# WHAT IS NEEDED:
The number of lines below holding the string "Southeast" is the only answer wanted.

# SOURCE DATA:
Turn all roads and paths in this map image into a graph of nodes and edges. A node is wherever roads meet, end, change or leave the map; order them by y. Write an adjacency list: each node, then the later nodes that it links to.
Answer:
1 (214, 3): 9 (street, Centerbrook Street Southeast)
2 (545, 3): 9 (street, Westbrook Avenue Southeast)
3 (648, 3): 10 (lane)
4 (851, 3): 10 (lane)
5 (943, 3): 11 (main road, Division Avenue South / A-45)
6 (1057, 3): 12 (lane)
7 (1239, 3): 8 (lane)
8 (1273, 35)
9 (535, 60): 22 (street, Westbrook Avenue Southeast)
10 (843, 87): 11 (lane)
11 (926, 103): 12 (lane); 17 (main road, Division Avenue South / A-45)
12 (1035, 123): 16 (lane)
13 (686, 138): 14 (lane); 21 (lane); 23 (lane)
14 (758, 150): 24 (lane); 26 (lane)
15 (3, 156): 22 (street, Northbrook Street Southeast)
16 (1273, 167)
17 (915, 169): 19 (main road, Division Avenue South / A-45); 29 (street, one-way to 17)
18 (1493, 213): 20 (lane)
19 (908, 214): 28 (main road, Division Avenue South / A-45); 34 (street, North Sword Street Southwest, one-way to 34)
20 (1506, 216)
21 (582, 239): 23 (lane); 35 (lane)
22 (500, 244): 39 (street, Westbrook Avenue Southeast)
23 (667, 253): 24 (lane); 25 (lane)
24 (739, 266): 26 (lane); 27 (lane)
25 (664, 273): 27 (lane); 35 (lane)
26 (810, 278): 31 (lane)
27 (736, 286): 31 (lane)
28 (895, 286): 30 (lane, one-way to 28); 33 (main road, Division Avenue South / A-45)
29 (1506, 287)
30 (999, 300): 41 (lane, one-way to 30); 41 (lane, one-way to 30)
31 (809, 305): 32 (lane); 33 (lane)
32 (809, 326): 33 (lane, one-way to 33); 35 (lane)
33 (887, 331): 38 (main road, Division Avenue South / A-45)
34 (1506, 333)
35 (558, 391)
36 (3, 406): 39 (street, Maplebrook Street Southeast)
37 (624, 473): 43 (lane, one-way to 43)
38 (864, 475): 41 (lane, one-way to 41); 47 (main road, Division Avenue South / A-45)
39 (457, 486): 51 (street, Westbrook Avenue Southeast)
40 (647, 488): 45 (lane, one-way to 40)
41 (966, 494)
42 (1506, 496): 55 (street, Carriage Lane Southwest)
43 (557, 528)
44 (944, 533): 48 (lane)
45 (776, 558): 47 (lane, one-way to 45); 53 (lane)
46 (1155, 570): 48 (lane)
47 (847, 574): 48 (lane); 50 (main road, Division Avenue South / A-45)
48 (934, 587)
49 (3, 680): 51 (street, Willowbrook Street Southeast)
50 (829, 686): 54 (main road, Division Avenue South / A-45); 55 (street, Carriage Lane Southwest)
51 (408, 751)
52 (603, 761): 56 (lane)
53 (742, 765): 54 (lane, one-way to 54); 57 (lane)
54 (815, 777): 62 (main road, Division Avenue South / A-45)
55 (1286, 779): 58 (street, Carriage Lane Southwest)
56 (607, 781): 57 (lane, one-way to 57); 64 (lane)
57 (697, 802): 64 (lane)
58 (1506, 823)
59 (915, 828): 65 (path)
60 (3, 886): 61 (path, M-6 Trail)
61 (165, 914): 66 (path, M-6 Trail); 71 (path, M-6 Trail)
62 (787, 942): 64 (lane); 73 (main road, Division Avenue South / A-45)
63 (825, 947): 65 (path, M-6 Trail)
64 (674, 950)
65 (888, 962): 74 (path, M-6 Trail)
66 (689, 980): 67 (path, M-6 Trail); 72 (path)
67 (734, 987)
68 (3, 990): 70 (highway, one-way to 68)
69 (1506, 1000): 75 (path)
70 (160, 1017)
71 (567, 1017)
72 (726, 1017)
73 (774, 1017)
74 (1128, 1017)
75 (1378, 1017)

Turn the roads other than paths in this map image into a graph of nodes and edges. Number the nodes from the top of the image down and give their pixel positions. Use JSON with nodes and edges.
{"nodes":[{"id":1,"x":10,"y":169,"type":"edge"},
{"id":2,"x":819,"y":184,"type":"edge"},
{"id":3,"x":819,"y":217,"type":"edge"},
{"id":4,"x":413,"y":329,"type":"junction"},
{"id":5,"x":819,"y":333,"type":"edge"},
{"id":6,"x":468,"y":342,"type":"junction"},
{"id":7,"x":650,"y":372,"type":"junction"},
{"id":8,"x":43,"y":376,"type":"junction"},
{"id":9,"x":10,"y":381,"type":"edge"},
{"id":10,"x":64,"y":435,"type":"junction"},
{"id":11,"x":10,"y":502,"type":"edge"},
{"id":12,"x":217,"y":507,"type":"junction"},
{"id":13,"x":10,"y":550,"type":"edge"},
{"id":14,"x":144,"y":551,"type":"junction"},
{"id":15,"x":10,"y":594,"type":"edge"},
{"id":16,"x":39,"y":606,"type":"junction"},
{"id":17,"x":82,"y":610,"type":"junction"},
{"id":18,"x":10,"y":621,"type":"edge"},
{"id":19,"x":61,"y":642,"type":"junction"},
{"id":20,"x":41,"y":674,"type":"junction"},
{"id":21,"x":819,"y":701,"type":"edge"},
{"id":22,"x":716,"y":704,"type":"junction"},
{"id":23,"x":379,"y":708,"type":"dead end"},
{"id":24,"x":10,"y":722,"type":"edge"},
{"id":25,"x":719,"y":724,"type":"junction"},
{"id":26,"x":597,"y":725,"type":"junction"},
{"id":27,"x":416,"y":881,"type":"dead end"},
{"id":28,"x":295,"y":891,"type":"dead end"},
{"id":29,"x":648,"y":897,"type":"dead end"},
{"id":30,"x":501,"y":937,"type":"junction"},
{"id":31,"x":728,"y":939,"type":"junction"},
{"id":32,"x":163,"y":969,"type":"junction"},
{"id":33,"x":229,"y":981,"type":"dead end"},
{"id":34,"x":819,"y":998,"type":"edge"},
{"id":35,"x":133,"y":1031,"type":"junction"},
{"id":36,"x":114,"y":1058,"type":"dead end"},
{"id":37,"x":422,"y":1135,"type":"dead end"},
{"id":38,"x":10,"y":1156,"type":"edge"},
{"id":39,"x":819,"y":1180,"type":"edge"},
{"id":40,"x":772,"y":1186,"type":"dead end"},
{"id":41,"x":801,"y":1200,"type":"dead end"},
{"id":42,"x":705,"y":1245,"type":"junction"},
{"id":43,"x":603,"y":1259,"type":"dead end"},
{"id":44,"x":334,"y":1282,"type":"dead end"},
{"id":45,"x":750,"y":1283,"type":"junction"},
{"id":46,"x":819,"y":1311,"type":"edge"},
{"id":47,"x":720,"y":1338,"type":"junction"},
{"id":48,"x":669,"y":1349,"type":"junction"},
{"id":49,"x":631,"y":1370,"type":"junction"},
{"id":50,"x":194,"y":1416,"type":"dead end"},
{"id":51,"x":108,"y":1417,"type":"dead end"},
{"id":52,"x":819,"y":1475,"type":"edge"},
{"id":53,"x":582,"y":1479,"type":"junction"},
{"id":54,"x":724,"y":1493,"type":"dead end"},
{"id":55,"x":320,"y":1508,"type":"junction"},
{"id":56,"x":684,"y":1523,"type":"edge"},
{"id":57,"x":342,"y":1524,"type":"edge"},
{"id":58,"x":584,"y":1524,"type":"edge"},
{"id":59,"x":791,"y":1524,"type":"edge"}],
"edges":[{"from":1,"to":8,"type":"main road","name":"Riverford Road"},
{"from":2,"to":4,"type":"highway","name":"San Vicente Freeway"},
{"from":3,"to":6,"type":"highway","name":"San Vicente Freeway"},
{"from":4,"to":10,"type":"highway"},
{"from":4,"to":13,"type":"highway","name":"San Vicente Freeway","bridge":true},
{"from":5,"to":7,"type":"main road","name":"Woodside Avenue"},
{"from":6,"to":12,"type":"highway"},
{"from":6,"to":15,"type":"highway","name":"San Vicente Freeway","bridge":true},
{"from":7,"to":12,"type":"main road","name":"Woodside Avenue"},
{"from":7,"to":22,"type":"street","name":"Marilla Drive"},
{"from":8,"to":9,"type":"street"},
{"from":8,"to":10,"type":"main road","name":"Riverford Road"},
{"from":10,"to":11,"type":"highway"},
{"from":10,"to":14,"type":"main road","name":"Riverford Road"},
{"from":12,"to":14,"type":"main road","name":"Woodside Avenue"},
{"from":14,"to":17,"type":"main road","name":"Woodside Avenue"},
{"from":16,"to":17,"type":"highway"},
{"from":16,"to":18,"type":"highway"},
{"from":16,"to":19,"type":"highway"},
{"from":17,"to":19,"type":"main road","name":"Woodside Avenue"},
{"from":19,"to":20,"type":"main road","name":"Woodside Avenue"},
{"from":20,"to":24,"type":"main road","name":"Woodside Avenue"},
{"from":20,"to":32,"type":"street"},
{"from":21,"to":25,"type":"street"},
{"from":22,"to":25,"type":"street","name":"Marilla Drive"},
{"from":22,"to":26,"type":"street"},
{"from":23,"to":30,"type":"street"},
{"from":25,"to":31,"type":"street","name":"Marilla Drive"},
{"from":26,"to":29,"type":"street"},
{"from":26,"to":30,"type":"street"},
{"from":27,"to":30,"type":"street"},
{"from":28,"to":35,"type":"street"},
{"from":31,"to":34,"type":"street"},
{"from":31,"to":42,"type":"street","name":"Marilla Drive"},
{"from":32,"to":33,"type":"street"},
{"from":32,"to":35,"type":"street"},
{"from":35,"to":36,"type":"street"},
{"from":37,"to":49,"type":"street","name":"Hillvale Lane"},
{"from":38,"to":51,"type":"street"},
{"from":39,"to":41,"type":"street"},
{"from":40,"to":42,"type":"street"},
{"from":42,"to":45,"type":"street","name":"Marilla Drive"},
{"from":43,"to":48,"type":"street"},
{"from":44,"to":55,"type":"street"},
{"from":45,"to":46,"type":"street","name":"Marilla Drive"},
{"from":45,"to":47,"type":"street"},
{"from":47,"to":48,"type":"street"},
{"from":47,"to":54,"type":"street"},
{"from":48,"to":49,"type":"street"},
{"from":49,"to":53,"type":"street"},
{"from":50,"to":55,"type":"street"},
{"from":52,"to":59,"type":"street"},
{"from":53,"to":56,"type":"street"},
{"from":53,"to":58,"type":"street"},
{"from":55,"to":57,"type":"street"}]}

# TASK RESULT:
8